At the time, he knew that’s what antsy investors wanted to hear, but the two-time CEO seems to have other plans.
Case in point: Twitter just made its first hardware investment, in a little “connected headphone” company named Muzik.
Muzik’s headphones make it super-easy for users to share song clips with social media friends and followers. Per the investment, Twitter will be integrated directly into the devices.
Granted, the idea sounds pretty cool, and highly appealing to new generations of music fans looking for simpler ways to share and connect on the go. I’d even go so far as to say that this sort of connected gadget is the future of social and mobile.
The only problem is that Twitter is under intense pressure to right its core business, and -- to appease investors -- Dorsey swore to simplify the company’s products.
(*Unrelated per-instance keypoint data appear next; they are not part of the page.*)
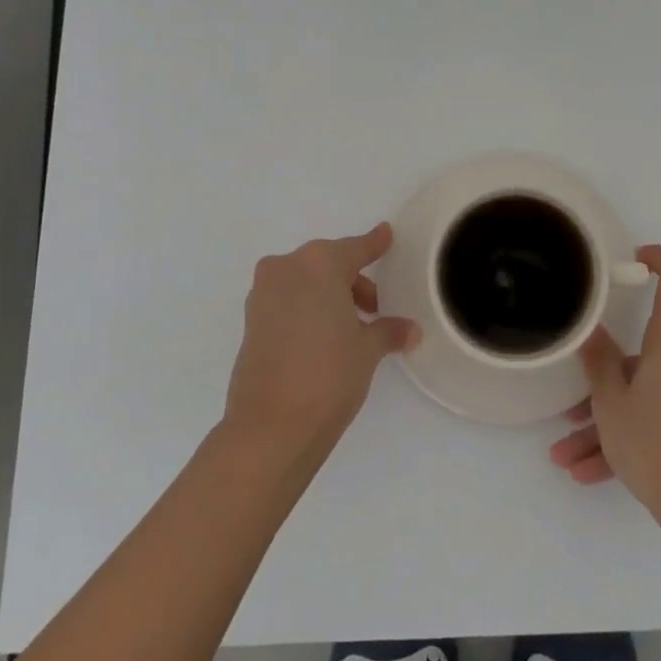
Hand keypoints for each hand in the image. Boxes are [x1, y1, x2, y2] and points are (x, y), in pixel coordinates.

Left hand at [222, 223, 418, 464]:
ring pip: (305, 282)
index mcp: (319, 264)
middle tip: (375, 309)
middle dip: (353, 281)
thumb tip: (410, 330)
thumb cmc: (329, 375)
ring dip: (328, 296)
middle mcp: (287, 268)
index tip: (386, 233)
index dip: (374, 244)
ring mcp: (263, 293)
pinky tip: (324, 337)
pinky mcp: (250, 320)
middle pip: (328, 264)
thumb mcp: (367, 350)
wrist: (270, 427)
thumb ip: (388, 331)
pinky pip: (288, 300)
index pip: (356, 248)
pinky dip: (307, 309)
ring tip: (351, 329)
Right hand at [549, 245, 660, 529]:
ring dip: (605, 421)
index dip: (658, 259)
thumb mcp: (611, 403)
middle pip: (642, 353)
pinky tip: (589, 473)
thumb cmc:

Indeed, in a letter that Dorsey sent to staff in October, he promised that his team was “working around the clock to produce a streamlined road map for Twitter, Vine and Periscope.”
If you don’t recall, that promise followed Twitter’s decision to shed nearly 10% of its workforce. Worse yet, just a few weeks later, the social giant said it expected fourth-quarter revenue to reach between $695 million and $710 million -- considerably lower than analysts’ estimates of nearly $740 million.
Sure, moon shots make for fun conversation -- and tech companies do need to consider the next big thing -- but Dorsey and his team have yet to prove that they can stabilize Twitter’s eroding market position.
In that context, reports of tweeting drones and the new Muzik deal could rub investors the wrong way.